Der Präsident des Deutschen Bauernverbandes (DBV), Joachim Rukwied, bekräftigte das Ziel, „einen Weg für eine gesellschaftlich und politisch akzeptierte Nutztierhaltung zu finden, der das Tierwohl weiter verbessert und zugleich den Bauernfamilien eine unternehmerische Perspektive in offenen Agrarmärkten ermöglicht.“
Wie Rukwied stellten auch mehrere Diskussionsteilnehmer fest, dass Tierhalter immer wieder von Behörden in Bund und Ländern daran gehindert werden, mehr Tierwohl umzusetzen. Im Umwelt-, Bau- und Tierschutzrecht müsse, so Rukwied wörtlich, „eine nationale Nutztierhaltungsstrategie für Planungssicherheit, Verlässlichkeit und wirtschaftliche Perspektive sorgen – und das für möglichst alle Betriebe.“
Gegen Dauersubvention
Die Arbeit an dieser Strategie werde auch nach der Bundestagswahl kontinuierlich weitergehen, versicherte Dr. Werner Kloos, Leiter der Stabsstelle Nutztierhaltungsstrategie im Bundeslandwirtschaftsministerium. Auf das Anliegen, die Tierhaltung in Deutschland zukunftsfähig zu machen, habe der Wahlausgang nur wenig Einfluss. Einen konkreten Zeitplan für die Umsetzung nannte er dabei nicht.

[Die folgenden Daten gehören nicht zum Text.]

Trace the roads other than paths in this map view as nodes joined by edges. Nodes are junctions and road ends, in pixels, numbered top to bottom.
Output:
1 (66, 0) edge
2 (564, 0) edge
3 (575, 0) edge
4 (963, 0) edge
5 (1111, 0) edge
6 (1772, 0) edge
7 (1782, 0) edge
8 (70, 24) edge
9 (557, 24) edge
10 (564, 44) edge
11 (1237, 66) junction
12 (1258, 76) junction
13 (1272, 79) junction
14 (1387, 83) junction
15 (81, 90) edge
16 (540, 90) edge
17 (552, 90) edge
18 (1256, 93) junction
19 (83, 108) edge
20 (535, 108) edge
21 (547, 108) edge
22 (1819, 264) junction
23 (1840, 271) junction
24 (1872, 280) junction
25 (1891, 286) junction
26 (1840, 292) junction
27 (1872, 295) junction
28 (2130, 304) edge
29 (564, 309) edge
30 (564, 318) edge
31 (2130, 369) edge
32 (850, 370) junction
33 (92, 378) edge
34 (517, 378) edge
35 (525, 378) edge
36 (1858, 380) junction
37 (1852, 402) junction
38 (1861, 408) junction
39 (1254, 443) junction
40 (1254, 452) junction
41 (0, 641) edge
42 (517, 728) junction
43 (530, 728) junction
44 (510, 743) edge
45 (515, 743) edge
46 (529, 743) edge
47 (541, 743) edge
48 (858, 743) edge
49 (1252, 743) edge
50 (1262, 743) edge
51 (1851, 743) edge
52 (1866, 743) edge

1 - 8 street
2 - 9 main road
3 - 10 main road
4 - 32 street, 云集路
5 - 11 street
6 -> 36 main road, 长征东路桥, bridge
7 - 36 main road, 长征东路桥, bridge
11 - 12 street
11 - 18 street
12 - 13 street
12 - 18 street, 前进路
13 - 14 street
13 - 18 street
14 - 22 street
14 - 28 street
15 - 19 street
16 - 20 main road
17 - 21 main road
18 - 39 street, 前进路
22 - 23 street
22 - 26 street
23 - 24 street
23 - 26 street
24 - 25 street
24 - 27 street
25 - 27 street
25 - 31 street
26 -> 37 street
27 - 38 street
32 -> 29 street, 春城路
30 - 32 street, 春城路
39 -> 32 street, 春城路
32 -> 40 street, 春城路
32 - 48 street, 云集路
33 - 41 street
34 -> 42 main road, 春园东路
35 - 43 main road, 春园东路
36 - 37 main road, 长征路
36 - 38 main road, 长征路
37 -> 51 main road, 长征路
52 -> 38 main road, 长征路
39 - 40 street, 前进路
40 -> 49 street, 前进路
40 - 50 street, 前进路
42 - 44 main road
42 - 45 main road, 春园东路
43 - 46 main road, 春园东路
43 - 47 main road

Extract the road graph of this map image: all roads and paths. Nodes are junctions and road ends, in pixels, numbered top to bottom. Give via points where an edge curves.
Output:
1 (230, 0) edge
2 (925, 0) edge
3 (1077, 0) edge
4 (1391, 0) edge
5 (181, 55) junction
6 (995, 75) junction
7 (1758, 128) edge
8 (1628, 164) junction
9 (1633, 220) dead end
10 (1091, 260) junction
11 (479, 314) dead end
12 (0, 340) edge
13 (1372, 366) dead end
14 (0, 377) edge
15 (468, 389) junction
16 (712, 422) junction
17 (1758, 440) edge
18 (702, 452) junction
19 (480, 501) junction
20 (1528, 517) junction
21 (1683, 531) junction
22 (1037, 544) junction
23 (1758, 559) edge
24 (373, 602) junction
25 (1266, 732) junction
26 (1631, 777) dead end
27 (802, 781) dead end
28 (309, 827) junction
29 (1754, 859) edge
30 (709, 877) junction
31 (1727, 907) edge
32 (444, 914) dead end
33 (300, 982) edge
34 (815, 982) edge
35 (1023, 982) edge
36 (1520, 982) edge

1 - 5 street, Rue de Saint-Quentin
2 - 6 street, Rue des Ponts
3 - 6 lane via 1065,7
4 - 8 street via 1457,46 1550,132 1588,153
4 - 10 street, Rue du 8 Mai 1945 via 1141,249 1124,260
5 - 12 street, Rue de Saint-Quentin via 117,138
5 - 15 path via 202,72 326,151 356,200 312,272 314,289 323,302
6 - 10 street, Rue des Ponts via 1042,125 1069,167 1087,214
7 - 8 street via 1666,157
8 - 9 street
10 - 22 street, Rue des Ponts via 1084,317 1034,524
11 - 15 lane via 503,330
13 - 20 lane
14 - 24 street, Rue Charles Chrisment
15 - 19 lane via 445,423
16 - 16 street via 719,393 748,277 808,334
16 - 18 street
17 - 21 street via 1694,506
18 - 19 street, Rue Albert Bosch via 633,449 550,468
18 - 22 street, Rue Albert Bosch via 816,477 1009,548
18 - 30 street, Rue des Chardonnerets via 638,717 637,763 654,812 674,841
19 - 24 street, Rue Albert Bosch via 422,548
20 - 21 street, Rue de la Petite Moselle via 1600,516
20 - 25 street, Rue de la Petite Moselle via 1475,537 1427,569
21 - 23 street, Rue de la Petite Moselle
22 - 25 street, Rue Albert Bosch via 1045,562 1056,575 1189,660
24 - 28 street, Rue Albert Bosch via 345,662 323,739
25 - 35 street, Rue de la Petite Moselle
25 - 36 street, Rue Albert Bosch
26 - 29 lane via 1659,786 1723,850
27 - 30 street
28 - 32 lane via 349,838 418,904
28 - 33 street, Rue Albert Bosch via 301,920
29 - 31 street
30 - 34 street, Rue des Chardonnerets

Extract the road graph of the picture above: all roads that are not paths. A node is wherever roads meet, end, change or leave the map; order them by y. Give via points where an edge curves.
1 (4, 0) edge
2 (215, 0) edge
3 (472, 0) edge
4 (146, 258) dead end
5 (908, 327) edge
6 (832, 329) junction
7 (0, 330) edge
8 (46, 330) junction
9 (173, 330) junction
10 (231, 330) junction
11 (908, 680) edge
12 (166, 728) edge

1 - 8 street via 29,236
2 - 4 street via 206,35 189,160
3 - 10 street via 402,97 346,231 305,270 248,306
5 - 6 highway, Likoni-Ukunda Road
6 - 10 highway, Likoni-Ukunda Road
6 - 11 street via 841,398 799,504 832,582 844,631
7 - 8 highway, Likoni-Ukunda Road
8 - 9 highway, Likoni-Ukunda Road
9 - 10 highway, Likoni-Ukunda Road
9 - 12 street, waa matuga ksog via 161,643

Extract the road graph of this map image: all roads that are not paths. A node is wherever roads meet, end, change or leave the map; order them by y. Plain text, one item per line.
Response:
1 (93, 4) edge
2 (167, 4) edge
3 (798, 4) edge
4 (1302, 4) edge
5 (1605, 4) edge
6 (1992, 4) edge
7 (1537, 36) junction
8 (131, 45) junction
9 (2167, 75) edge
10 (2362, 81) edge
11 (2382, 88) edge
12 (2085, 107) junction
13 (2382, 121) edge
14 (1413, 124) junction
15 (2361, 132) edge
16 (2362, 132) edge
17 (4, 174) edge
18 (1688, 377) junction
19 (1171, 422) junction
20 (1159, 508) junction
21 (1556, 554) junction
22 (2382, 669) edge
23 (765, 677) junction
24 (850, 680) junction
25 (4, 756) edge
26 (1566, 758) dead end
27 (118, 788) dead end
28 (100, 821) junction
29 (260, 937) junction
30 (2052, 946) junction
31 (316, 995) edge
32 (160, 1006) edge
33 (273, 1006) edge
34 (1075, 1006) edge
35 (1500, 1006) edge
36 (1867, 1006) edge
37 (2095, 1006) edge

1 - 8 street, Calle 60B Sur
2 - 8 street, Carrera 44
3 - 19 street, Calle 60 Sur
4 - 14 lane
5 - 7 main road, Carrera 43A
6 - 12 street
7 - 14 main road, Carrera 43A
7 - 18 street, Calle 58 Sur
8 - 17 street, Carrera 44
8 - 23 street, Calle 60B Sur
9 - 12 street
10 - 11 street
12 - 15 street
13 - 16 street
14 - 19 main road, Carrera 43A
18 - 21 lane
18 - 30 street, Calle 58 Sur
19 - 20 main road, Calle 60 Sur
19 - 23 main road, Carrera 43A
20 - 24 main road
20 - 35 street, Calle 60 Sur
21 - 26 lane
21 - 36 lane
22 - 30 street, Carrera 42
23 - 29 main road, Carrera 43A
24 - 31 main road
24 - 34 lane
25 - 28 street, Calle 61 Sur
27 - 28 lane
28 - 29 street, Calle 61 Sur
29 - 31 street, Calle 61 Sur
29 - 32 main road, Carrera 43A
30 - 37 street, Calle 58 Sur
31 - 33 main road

DBV-„Veredlungspräsident“ Johannes Röring forderte dagegen, zügig voranzugehen. „Viel Zeit haben wir nicht, die Betriebsleiter müssen handeln können“, stellte der Vorsitzende des Veredlungsausschusses fest. Die Politik forderte er auf, den Umstellungsprozess in den Betrieben mit Innovations- und Investitionsprogrammen zu begleiten. Eine Dauersubventionierung über eine Mehrwertsteuererhöhung oder eine „Fleischabgabe“ lehne der DBV ab. „Für mehr Tierwohl muss am Ende der Markt, also der Verbraucher bezahlen“, sagte Röring.